Item # 667901 THE GENTLEMAN'S MAGAZINE, London, June, 1774 Among the articles in this issue are: "...Address & Petition presented to the King...previous to his Majesty's signing the Bill for the better Government of Quebec" "Conjectures Concerning the Phenomenon of Saturn's Ring" "A Wonderful Improvement in the Art of Healing" "New Tour in the Midland Counties of England" "Useful Observations on the Aurora Borealis" and much more.

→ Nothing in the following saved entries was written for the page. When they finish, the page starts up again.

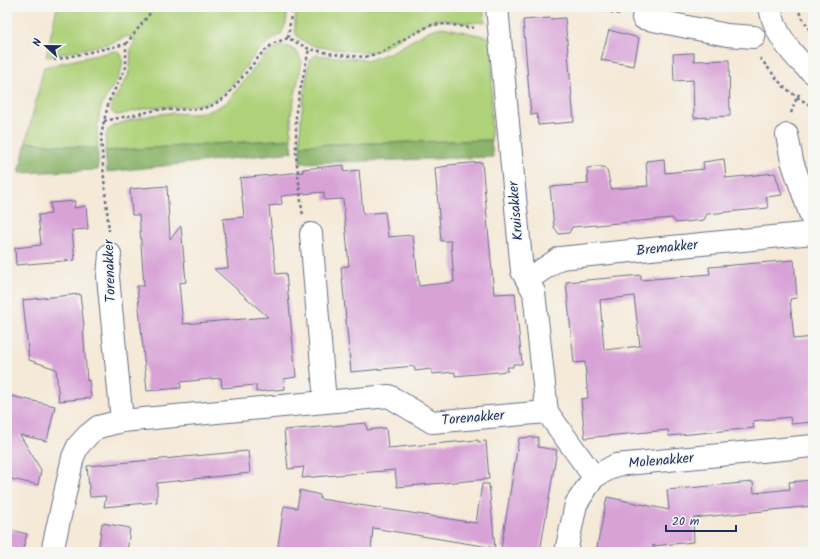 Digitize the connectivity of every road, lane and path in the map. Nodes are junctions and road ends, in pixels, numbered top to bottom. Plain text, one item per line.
1 (292, 7) edge
2 (587, 7) edge
3 (770, 7) edge
4 (796, 7) edge
5 (151, 12) dead end
6 (498, 17) edge
7 (643, 18) joint
8 (813, 33) edge
9 (754, 36) dead end
10 (288, 38) junction
11 (126, 44) junction
12 (309, 49) junction
13 (54, 60) dead end
14 (813, 73) edge
15 (801, 91) dead end
16 (104, 121) junction
17 (787, 135) joint
18 (813, 222) edge
19 (813, 233) edge
20 (311, 234) joint
21 (110, 254) joint
22 (527, 280) junction
23 (325, 402) junction
24 (546, 412) junction
25 (122, 422) junction
26 (813, 446) edge
27 (594, 477) junction
28 (52, 552) edge
29 (566, 552) edge

1 - 10 path
2 - 7 path
3 - 14 street
4 - 8 path
5 - 11 path
6 - 12 path
6 - 22 street, Kruisakker
7 - 9 street
10 - 12 path
10 - 16 path
11 - 13 path
11 - 16 path, Torenakker
12 - 20 path
15 - 17 path
16 - 21 path, Torenakker
17 - 18 street
19 - 22 street, Bremakker
20 - 23 street
21 - 25 street, Torenakker
22 - 24 street, Kruisakker
23 - 24 street, Torenakker
23 - 25 street, Torenakker
24 - 27 street
25 - 28 street, Torenakker
26 - 27 street, Molenakker
27 - 29 street, Molenakker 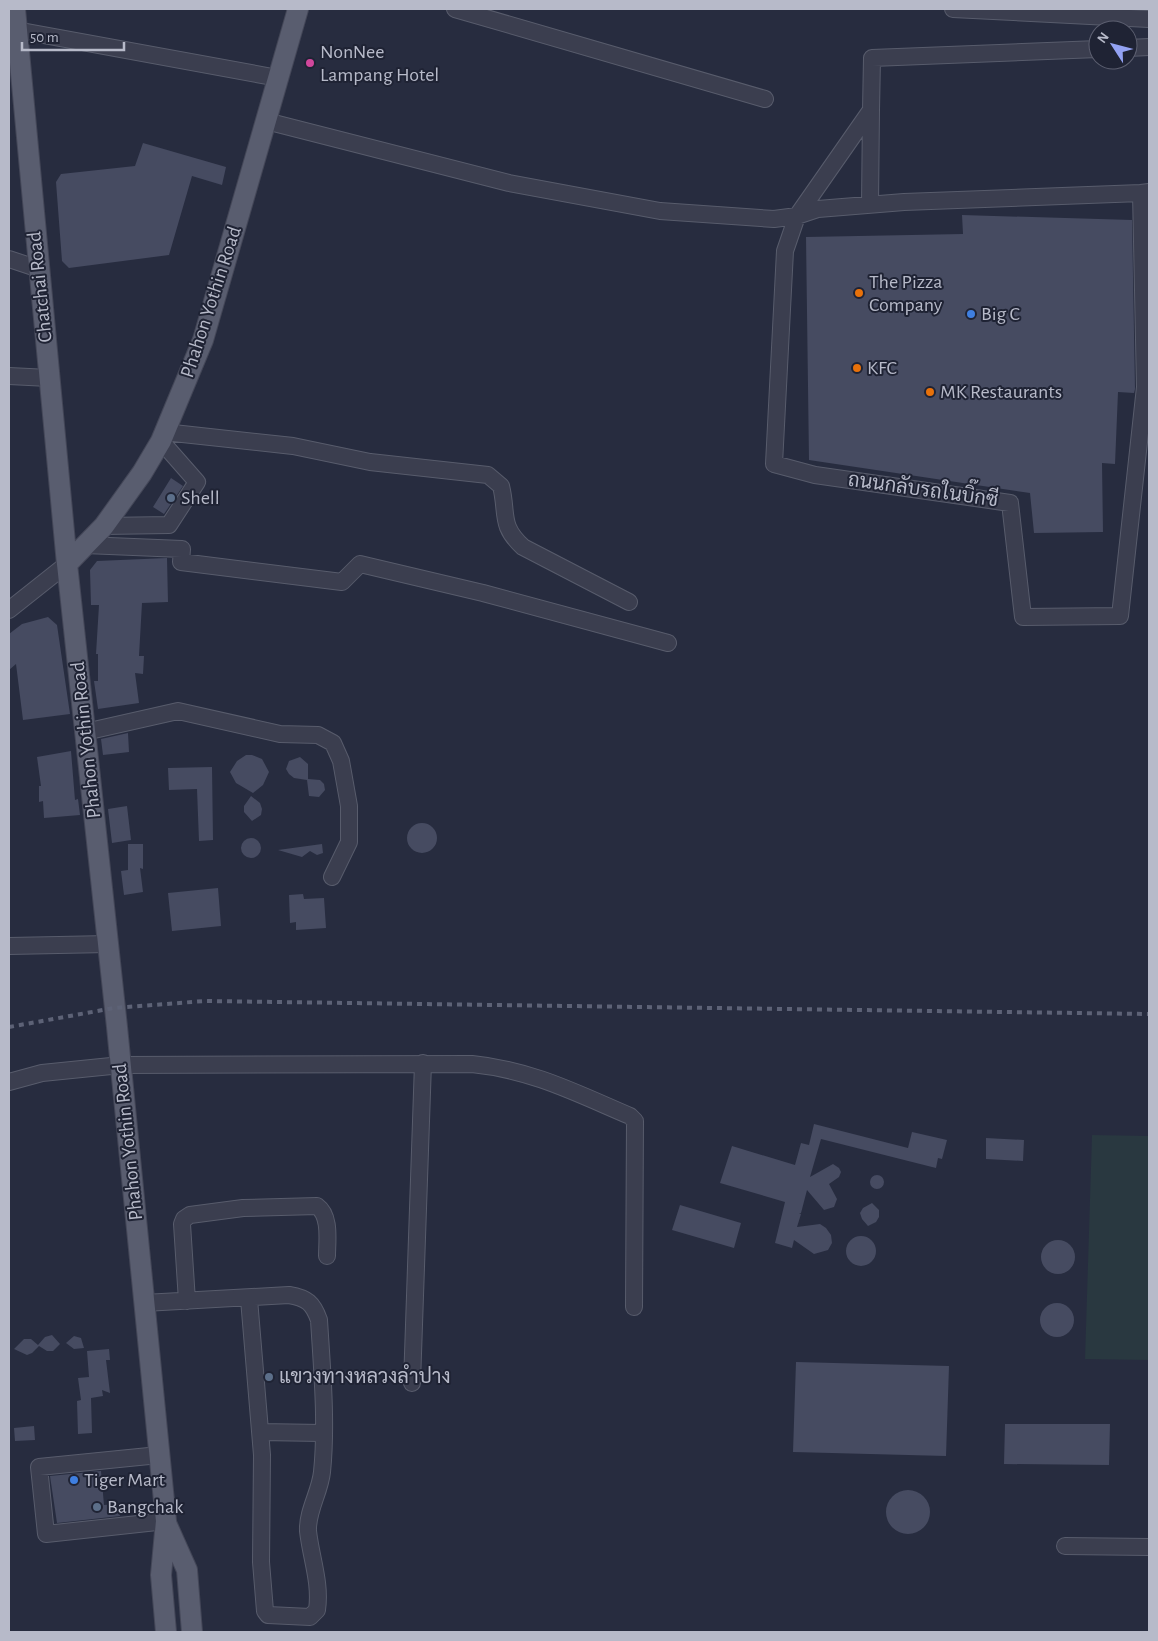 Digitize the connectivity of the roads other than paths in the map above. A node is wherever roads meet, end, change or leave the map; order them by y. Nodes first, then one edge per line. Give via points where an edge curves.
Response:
1 (15, 9) edge
2 (298, 9) edge
3 (455, 9) edge
4 (953, 9) edge
5 (1149, 19) edge
6 (16, 30) junction
7 (1088, 49) edge
8 (14, 64) edge
9 (278, 78) junction
10 (765, 99) dead end
11 (871, 110) junction
12 (266, 121) junction
13 (1145, 192) edge
14 (870, 205) junction
15 (797, 216) junction
16 (9, 259) edge
17 (39, 269) junction
18 (9, 376) edge
19 (49, 378) junction
20 (162, 436) junction
21 (104, 526) junction
22 (169, 526) junction
23 (85, 545) junction
24 (155, 548) junction
25 (68, 564) junction
26 (629, 602) dead end
27 (9, 610) edge
28 (668, 643) dead end
29 (85, 732) junction
30 (332, 877) dead end
31 (108, 944) junction
32 (9, 946) edge
33 (423, 1063) junction
34 (121, 1065) junction
35 (9, 1082) edge
36 (328, 1256) dead end
37 (249, 1299) junction
38 (188, 1301) junction
39 (144, 1304) junction
40 (634, 1307) dead end
41 (412, 1384) dead end
42 (260, 1432) junction
43 (322, 1433) junction
44 (159, 1455) junction
45 (166, 1521) junction
46 (1065, 1546) dead end
47 (1149, 1547) edge
48 (166, 1632) edge
49 (192, 1632) edge

1 - 6 main road, Chatchai Road
2 - 9 main road, Phahon Yothin Road
3 - 10 street
4 - 5 street
6 - 8 main road, Chatchai Road
6 - 9 street
7 - 11 street via 872,58
8 - 17 main road, Chatchai Road
9 - 12 main road, Phahon Yothin Road
11 - 14 street
11 - 15 street
12 - 15 street via 509,183 616,204 736,218
12 - 20 main road, Phahon Yothin Road via 203,340
13 - 14 street
13 - 15 street, ถนนกลับรถในบิ๊กซี via 1145,387 1120,616 1023,617 1010,503 815,475 774,464 785,251
14 - 15 street via 818,208
16 - 17 street
17 - 19 main road, Chatchai Road
18 - 19 street
19 - 25 main road, Chatchai Road
20 - 21 main road, Phahon Yothin Road via 142,473
20 - 22 street via 196,482
20 - 26 street via 293,446 370,462 488,475 501,486 507,527 523,547
21 - 22 street
21 - 23 main road, Phahon Yothin Road
22 - 24 street
23 - 24 street
23 - 25 main road, Phahon Yothin Road
24 - 28 street via 182,548 181,562 342,582 360,564 483,592
25 - 27 street
25 - 29 main road, Phahon Yothin Road
29 - 30 street via 178,711 280,734 318,735 333,743 341,761 349,806 349,842
29 - 31 main road, Phahon Yothin Road
31 - 32 street
31 - 34 main road, Phahon Yothin Road
33 - 34 street
33 - 40 street via 504,1067 542,1078 635,1121
33 - 41 street
34 - 35 street via 42,1073
34 - 39 main road, Phahon Yothin Road
36 - 38 street via 327,1227 317,1206 243,1208 190,1215 182,1224
37 - 38 street
37 - 42 street
37 - 43 street via 289,1295 309,1301 315,1308 319,1320
38 - 39 street
39 - 44 main road, Phahon Yothin Road
42 - 43 street
42 - 43 street via 266,1611 268,1615 303,1617 314,1615 318,1605 308,1530 321,1479
44 - 45 main road, Phahon Yothin Road
44 - 45 street via 39,1467 46,1534
45 - 48 main road, Phahon Yothin Road via 161,1575
45 - 49 main road, Phahon Yothin Road via 187,1570
46 - 47 street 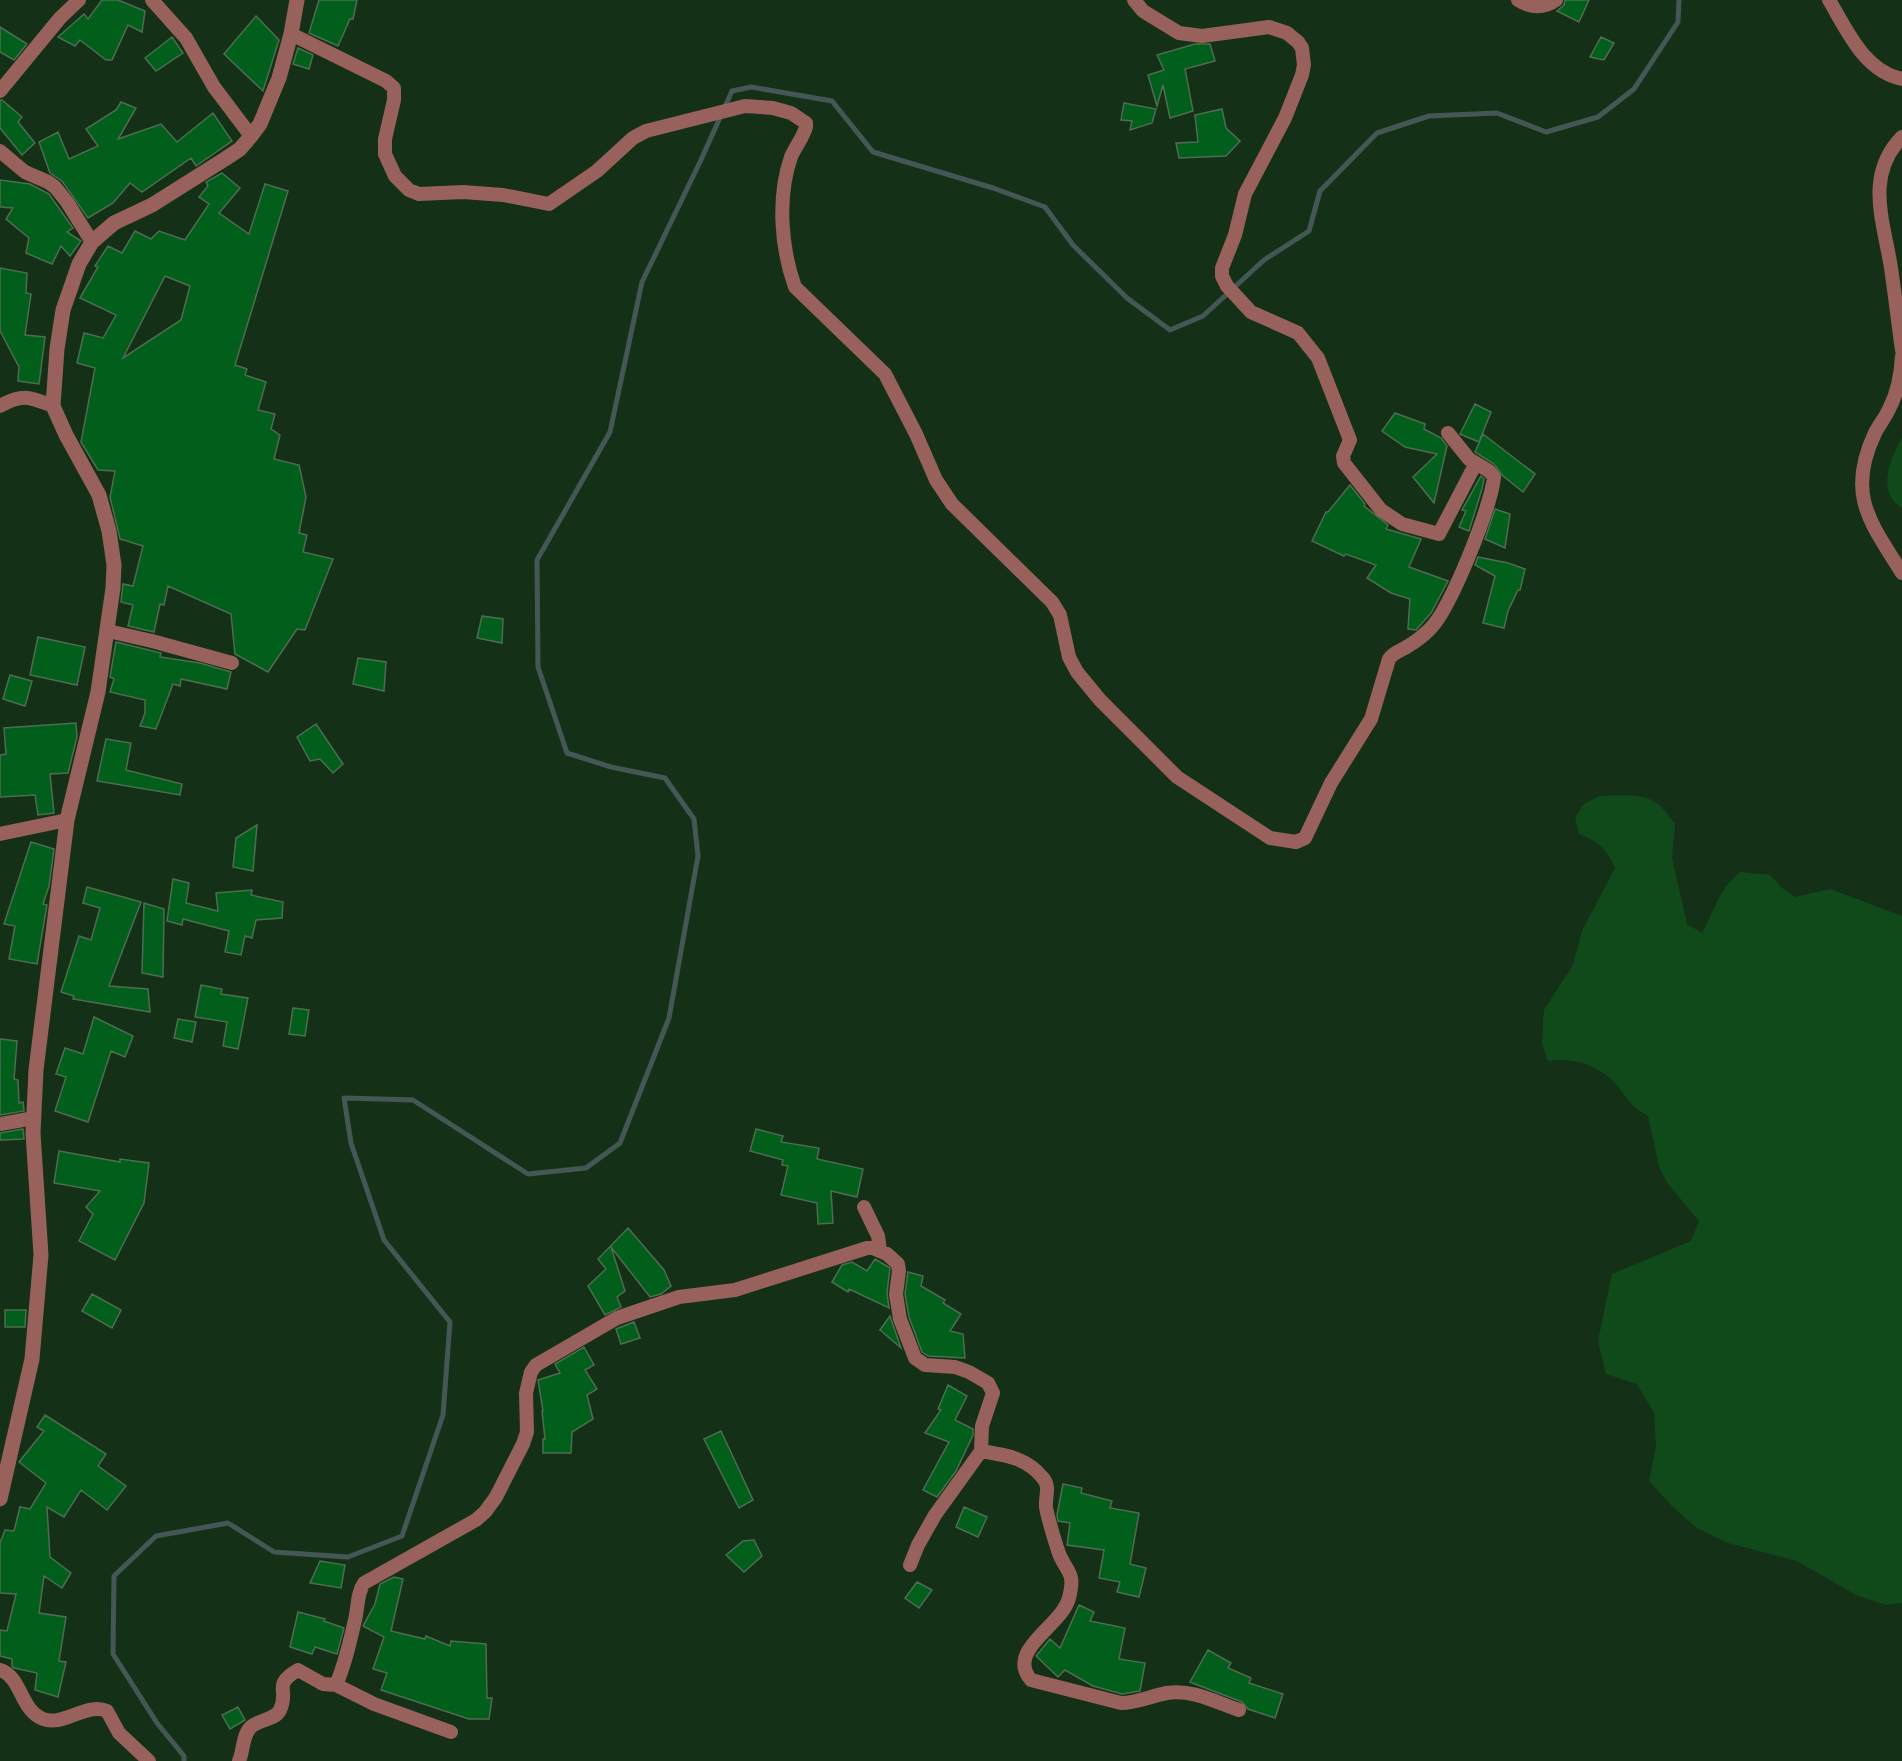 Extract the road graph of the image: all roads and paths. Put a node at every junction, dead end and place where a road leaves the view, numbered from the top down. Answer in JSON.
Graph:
{"nodes":[{"id":1,"x":79,"y":0,"type":"edge"},
{"id":2,"x":152,"y":0,"type":"edge"},
{"id":3,"x":1134,"y":0,"type":"edge"},
{"id":4,"x":1518,"y":0,"type":"edge"},
{"id":5,"x":1556,"y":0,"type":"edge"},
{"id":6,"x":1829,"y":0,"type":"edge"},
{"id":7,"x":295,"y":2,"type":"edge"},
{"id":8,"x":291,"y":34,"type":"junction"},
{"id":9,"x":1902,"y":79,"type":"edge"},
{"id":10,"x":0,"y":91,"type":"edge"},
{"id":11,"x":251,"y":136,"type":"junction"},
{"id":12,"x":1902,"y":137,"type":"edge"},
{"id":13,"x":0,"y":151,"type":"edge"},
{"id":14,"x":92,"y":242,"type":"junction"},
{"id":15,"x":1902,"y":350,"type":"edge"},
{"id":16,"x":1902,"y":356,"type":"edge"},
{"id":17,"x":0,"y":406,"type":"edge"},
{"id":18,"x":53,"y":406,"type":"junction"},
{"id":19,"x":1448,"y":433,"type":"dead end"},
{"id":20,"x":1476,"y":464,"type":"junction"},
{"id":21,"x":1902,"y":573,"type":"edge"},
{"id":22,"x":108,"y":631,"type":"junction"},
{"id":23,"x":232,"y":663,"type":"dead end"},
{"id":24,"x":67,"y":820,"type":"junction"},
{"id":25,"x":0,"y":834,"type":"edge"},
{"id":26,"x":34,"y":1118,"type":"junction"},
{"id":27,"x":0,"y":1124,"type":"edge"},
{"id":28,"x":864,"y":1207,"type":"dead end"},
{"id":29,"x":880,"y":1250,"type":"junction"},
{"id":30,"x":981,"y":1451,"type":"junction"},
{"id":31,"x":0,"y":1499,"type":"edge"},
{"id":32,"x":910,"y":1565,"type":"dead end"},
{"id":33,"x":0,"y":1670,"type":"edge"},
{"id":34,"x":336,"y":1685,"type":"junction"},
{"id":35,"x":1239,"y":1710,"type":"dead end"},
{"id":36,"x":451,"y":1732,"type":"dead end"},
{"id":37,"x":149,"y":1761,"type":"edge"},
{"id":38,"x":239,"y":1761,"type":"edge"}],
"edges":[{"from":1,"to":10,"type":"street"},
{"from":2,"to":11,"type":"street"},
{"from":3,"to":20,"type":"street"},
{"from":4,"to":5,"type":"street"},
{"from":6,"to":9,"type":"street"},
{"from":7,"to":8,"type":"street"},
{"from":8,"to":11,"type":"street"},
{"from":8,"to":20,"type":"street"},
{"from":11,"to":14,"type":"street"},
{"from":12,"to":15,"type":"street"},
{"from":13,"to":14,"type":"street"},
{"from":14,"to":18,"type":"street"},
{"from":16,"to":21,"type":"street"},
{"from":17,"to":18,"type":"street"},
{"from":18,"to":22,"type":"street"},
{"from":19,"to":20,"type":"street"},
{"from":22,"to":23,"type":"street"},
{"from":22,"to":24,"type":"street"},
{"from":24,"to":25,"type":"street"},
{"from":24,"to":26,"type":"street"},
{"from":26,"to":27,"type":"street"},
{"from":26,"to":31,"type":"street"},
{"from":28,"to":29,"type":"street"},
{"from":29,"to":30,"type":"street"},
{"from":29,"to":34,"type":"street"},
{"from":30,"to":32,"type":"street"},
{"from":30,"to":35,"type":"street"},
{"from":33,"to":37,"type":"street"},
{"from":34,"to":36,"type":"street"},
{"from":34,"to":38,"type":"street"}]}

Near the back is the "Historical Chronicle" with various news reports of the day. Included is a brief mention of bills which received the royal assent, including: "...for providing quarters for the officers and soldiers in America..." which was the hated Quartering Act. There is also some talk concerning the Quebec Act, another of the Intolerable Acts. And there is also some fine content headed: "American Affairs" with much on events near Boston. It includes mention of Benjamin Franklin as of the agents from Mass. to the Court of Great Britain, plus a report of an Indian attack in Virginia.
There is also an historic report on the "Second" Boston Tea Party which occurred on March 7, 1774, which includes: "The brig Fortune, Capt. Gorham, from London, having on board 28 chests and a half of the East India Company's tea arrived at Boston some time in March last, but the owners having protested against landing the tea & the custom-house officers refusing the necessary papers for returning the tea to London, a number of men, disguised in the habit of Indians, entered the ship & emptied every chest into the sea. At New York, 18 boxes, on board...was served in the same manner."
A notable report of this very historic event which received less attention through history than the "first" Boston Tea Party of December 16, 1773.
There is another item mentioning Benjamin Franklin serving as agent for Georgia, and a report of an effigy burning in Philadelphia, among other American reports (see).
One of the two plates called for is present, being a full page of Bolton Castle.
Complete in 48 pages, 5 by 8 1/4 inches with a full title/contents page featuring an engraving of St. John's Gate, great condition.
A very nice and extremely popular magazine from the "mother country" just months before the outbreak of the Revolutionary War. This was the first periodical to use the word "magazine" in its title, having begun in 1731 and lasting until 1907.